When you are out of sorts, you end up with a self-fulfilling prophecy: ‘I’m going to have a shit day’ turns into exactly that. People react well to good humour and a relaxed nature, less so to someone who is irritable, snappy, hyped up and aggressive, even (on a really bad day).
What is hard to get across is that if you have a mood disorder or PTSD it is really hard to know how you are going to wake up, or how things are going to pan out after that. Often you are also sleep-deprived, or the sleep you get is really poor quality.
It’s not so easy to cheer up, or snap out of it, or make an effort, or any of the other things non-depressed and non-traumatised people tell us to do.
No, a walk won’t fix it. No, I don’t want to go for coffee with a friend. Listening to music won’t fix it either, or going to see a film because both of those can clutter up an already cluttered head.
Those days where I feel at odds with the world, I stumble through not quite knowing what to do to make it better. I feel wound up and extremely anxious, overwhelmed and like seeing people is the last thing I want. I wonder whether I should avoid everyone altogether.
I was told recently that the avoidant behaviours that go with PTSD can be much harder to treat than the flashbacks, involuntary memories and dreams.

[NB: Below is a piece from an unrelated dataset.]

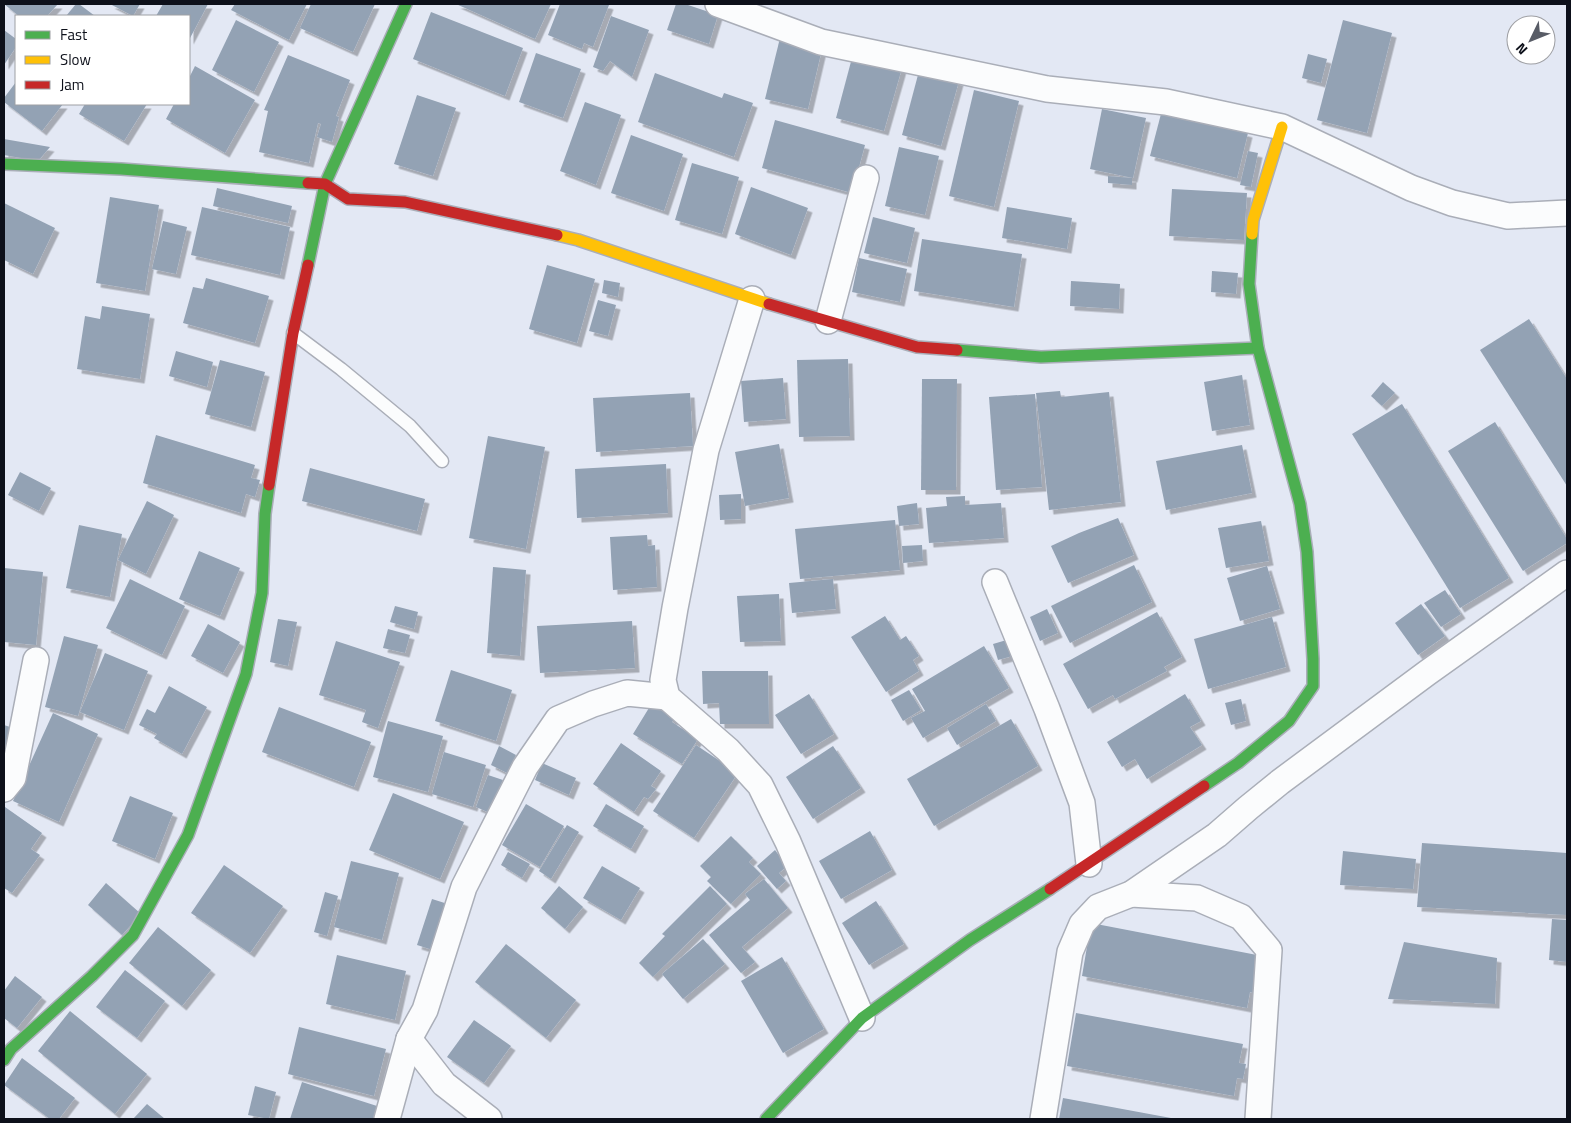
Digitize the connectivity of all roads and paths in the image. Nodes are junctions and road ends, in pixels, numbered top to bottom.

Is this true? It seems hard to believe. I always thought that as my flashbacks aren’t all the time, or nearly as severe as other people’s, that I was less severe in general.
But at a recent asssessment for non-NHS treatment (I’m weighing up whether or not to go for specific, targeted trauma work rather than the analytical psychotherapy I’m getting at the moment) I was told that I scored very high for phobic traits.
I avoid all the people and all the places to do with a relationship that ended in trauma. Unfortunately, that’s all my local places and many of my former friends. I don’t even go to my local supermarket. I feel like I haven’t been living where I live… it’s like I mentally moved out four years ago. This leaves me very isolated and unhappy. It’s also very hard to talk about with a therapist.
I suppose avoidant behaviour is learned, and as such is difficult to unlearn.
My attempts to manage my condition(s) do feel pretty ingrained. I have a ‘way of living’ rather than a life.
I really want to get my life back, and the person who went with it. She wasn’t perfect, but she was nothing like the distrustful, antisocial, exhausted and miserable old woman I seem to have become. And I’m not even that old!